WHAT IS NEEDED: In the entries below, find the line with "thumb tip: (256, 247)" and print exactly every line from there up to and including the line with "index mcp: (197, 190)", with no other lines.

━━━━━ INFORMATION SUPPLIED ━━━━━

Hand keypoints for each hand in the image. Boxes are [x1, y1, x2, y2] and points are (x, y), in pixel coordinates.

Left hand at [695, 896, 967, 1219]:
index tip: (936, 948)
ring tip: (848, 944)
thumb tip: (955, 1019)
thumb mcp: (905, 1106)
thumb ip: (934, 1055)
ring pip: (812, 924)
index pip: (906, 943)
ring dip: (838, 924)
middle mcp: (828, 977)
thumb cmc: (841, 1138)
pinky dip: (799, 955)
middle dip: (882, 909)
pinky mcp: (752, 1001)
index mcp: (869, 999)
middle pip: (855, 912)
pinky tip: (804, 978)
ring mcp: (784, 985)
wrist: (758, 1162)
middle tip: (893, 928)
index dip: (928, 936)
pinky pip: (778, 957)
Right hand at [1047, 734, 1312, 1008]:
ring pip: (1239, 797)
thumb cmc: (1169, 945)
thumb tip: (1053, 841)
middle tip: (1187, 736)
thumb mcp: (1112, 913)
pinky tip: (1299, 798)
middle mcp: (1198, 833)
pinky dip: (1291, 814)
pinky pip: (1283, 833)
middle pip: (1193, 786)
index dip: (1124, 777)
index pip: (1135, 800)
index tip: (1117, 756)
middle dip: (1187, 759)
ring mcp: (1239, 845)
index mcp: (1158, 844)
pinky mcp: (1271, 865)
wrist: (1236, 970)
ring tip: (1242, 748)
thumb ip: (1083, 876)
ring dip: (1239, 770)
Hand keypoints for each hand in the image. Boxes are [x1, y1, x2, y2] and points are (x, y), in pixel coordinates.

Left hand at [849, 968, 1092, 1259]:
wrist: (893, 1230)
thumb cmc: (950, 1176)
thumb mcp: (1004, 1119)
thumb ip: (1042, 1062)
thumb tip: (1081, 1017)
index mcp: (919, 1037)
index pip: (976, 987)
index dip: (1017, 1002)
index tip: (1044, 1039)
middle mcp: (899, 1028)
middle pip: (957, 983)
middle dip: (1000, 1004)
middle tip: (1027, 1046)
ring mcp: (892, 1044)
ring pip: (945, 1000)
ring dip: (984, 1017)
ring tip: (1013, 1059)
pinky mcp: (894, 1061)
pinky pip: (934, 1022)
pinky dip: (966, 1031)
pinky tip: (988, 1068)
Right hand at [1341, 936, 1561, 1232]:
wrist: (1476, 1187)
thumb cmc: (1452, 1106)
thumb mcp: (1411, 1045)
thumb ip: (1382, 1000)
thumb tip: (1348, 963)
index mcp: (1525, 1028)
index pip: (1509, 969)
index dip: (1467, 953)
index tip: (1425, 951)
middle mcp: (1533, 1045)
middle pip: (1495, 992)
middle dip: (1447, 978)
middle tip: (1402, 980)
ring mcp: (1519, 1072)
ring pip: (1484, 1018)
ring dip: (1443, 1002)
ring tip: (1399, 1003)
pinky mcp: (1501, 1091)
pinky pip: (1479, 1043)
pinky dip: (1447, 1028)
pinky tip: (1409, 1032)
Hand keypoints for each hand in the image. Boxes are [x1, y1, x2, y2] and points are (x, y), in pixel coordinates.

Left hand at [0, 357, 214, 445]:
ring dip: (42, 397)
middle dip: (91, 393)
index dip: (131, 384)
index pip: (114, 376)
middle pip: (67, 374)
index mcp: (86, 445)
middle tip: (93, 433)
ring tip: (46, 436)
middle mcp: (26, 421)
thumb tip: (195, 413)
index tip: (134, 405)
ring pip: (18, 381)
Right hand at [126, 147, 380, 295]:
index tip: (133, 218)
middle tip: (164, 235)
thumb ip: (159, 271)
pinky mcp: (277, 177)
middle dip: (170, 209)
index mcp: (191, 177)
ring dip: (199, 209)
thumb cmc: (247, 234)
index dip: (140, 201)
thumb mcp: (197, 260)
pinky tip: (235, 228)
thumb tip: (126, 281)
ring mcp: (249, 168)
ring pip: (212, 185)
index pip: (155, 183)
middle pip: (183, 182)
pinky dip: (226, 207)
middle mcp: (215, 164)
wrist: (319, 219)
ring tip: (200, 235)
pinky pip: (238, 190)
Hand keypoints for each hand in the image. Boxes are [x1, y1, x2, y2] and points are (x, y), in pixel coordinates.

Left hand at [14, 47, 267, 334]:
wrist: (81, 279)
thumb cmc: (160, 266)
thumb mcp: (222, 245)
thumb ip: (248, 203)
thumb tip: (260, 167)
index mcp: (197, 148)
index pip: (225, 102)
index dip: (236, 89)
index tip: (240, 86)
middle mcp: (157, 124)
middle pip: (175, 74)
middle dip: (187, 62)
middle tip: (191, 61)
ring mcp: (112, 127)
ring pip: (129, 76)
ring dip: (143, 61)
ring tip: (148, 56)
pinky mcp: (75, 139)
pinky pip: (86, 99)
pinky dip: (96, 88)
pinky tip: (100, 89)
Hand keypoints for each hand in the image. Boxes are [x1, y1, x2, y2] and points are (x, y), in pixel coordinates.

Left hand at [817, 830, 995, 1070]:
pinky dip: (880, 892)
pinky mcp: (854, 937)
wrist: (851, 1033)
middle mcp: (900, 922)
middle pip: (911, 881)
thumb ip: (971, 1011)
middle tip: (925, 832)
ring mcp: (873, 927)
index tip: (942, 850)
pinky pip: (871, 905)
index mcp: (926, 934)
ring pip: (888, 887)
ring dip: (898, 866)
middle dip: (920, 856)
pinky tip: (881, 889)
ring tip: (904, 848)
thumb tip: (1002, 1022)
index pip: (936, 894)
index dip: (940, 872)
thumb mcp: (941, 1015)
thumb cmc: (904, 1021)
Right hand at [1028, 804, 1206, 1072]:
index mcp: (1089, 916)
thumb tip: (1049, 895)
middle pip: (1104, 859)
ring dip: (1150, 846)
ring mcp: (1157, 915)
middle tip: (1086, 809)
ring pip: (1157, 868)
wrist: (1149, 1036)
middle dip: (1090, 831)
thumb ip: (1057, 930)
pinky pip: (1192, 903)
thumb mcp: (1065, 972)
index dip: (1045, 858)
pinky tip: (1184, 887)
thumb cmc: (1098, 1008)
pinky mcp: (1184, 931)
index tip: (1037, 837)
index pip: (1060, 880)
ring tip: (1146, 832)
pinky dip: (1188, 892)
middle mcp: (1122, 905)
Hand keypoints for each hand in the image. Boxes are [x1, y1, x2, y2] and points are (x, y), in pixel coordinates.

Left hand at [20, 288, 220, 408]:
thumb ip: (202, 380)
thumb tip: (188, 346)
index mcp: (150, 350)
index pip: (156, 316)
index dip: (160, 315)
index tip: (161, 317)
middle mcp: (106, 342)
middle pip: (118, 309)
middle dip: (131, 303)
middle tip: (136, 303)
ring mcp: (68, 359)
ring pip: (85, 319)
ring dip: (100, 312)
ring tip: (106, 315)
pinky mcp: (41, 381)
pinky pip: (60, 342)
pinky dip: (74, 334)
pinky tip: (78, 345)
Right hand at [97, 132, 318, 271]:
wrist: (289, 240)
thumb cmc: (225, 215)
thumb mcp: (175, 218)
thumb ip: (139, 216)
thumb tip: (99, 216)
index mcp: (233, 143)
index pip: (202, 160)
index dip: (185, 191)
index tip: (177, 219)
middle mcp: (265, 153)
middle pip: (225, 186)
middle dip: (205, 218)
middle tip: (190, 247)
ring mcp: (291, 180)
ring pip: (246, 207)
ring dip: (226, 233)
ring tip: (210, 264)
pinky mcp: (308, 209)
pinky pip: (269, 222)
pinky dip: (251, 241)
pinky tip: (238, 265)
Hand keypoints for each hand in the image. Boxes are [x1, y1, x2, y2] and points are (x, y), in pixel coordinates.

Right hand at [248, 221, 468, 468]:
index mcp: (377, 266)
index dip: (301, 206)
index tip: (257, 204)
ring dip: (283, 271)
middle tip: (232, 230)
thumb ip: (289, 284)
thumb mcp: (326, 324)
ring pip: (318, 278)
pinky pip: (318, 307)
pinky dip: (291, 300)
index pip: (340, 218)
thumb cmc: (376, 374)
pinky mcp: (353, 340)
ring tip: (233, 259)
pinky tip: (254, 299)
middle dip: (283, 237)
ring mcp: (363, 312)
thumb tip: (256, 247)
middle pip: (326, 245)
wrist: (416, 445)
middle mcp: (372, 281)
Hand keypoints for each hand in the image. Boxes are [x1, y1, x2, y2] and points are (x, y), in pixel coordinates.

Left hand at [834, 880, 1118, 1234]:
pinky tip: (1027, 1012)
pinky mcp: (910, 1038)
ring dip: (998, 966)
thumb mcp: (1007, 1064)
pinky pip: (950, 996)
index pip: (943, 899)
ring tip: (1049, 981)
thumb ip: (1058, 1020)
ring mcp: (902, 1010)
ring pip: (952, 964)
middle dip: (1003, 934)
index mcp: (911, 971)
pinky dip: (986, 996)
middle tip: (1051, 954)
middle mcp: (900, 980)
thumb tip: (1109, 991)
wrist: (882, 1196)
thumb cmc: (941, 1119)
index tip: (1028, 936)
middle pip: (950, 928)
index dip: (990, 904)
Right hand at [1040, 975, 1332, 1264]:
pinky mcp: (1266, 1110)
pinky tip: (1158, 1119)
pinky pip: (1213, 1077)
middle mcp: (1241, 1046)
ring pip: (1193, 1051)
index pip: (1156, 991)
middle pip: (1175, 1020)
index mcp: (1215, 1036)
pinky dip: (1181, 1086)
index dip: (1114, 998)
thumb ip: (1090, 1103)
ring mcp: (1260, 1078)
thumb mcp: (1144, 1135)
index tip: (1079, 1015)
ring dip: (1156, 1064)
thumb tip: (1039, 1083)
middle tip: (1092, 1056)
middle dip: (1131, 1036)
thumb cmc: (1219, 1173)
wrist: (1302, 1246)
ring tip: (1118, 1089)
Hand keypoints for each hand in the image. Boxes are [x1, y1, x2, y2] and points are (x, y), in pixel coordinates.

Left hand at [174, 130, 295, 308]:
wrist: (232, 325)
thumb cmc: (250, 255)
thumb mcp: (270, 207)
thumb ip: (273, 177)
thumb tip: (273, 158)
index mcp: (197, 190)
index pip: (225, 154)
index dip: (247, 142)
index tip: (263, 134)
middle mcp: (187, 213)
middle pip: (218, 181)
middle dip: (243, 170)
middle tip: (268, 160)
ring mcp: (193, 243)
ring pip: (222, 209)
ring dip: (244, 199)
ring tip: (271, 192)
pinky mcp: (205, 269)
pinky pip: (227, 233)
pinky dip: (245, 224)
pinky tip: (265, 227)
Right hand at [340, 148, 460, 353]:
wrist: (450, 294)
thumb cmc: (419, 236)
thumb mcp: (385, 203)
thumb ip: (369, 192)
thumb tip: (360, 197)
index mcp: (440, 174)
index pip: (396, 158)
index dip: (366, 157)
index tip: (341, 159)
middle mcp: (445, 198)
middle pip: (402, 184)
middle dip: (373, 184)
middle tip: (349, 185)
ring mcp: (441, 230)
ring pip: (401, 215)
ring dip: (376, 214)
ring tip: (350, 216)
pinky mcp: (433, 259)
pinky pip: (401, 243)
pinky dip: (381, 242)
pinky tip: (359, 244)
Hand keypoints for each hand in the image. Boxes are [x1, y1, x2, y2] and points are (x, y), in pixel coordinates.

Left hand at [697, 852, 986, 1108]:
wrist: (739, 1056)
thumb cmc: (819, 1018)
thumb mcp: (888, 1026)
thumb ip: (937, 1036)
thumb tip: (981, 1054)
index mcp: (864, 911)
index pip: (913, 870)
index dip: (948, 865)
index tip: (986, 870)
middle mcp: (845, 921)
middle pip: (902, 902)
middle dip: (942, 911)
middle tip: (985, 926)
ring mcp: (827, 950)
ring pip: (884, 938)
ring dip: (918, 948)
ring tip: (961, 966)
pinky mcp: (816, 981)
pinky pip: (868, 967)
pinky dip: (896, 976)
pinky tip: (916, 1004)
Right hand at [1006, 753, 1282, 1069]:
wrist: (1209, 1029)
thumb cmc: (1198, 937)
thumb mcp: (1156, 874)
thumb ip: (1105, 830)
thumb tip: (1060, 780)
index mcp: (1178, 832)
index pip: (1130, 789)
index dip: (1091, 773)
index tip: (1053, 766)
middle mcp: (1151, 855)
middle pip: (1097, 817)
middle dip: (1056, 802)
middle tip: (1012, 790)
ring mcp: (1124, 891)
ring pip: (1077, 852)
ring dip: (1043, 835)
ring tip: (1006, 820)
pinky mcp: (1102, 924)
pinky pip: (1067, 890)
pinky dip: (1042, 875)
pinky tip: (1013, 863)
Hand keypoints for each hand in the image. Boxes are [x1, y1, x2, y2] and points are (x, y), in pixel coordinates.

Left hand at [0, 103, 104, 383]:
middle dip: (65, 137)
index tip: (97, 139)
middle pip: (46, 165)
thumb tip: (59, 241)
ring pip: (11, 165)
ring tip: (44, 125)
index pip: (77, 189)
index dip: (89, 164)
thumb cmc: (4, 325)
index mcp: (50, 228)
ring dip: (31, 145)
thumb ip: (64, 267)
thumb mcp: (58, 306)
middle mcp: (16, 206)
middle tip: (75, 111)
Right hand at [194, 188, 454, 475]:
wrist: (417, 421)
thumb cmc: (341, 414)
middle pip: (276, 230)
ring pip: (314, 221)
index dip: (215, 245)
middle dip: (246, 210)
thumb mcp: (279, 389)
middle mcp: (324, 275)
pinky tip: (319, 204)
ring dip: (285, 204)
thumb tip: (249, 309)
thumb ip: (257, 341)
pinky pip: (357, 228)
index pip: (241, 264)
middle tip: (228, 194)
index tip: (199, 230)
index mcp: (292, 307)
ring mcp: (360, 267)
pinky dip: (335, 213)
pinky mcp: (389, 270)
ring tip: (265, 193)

━━━━━

ANSWER SECTION:
thumb tip: (256, 247)
middle pip: (326, 245)
wrist: (416, 445)
middle mcp: (372, 281)
Hand keypoints for each hand in the image. Boxes are [x1, y1, x2, y2] and points are (x, y), in pixel coordinates.

Left hand at [834, 880, 1118, 1234]:
pinky tip: (1027, 1012)
pinky mcp: (910, 1038)
ring dip: (998, 966)
thumb mcp: (1007, 1064)
pinky pip: (950, 996)
index pip: (943, 899)
ring tip: (1049, 981)
thumb ip: (1058, 1020)
ring mcp: (902, 1010)
ring pip: (952, 964)
middle dip: (1003, 934)
index mcp: (911, 971)
pinky dip: (986, 996)
middle tip: (1051, 954)
middle mcp: (900, 980)
thumb tip: (1109, 991)
wrist: (882, 1196)
thumb cmc: (941, 1119)
index tip: (1028, 936)
middle pip: (950, 928)
index dip: (990, 904)
Right hand at [1040, 975, 1332, 1264]:
pinky mcp: (1266, 1110)
pinky tip: (1158, 1119)
pinky pip: (1213, 1077)
middle mcp: (1241, 1046)
ring pip: (1193, 1051)
index pip: (1156, 991)
middle pip: (1175, 1020)
index mcp: (1215, 1036)
pinky dip: (1181, 1086)
index dip: (1114, 998)
thumb ip: (1090, 1103)
ring mcp: (1260, 1078)
thumb mcp: (1144, 1135)
index tip: (1079, 1015)
ring dip: (1156, 1064)
thumb tip: (1039, 1083)
middle tip: (1092, 1056)
middle dip: (1131, 1036)
thumb cmc: (1219, 1173)
wrist: (1302, 1246)
ring tip: (1118, 1089)
Hand keypoints for each hand in the image. Boxes are [x1, y1, x2, y2] and points are (x, y), in pixel coordinates.

Left hand at [174, 130, 295, 308]:
wrist: (232, 325)
thumb cmc: (250, 255)
thumb mcp: (270, 207)
thumb ip: (273, 177)
thumb tip: (273, 158)
index mcp: (197, 190)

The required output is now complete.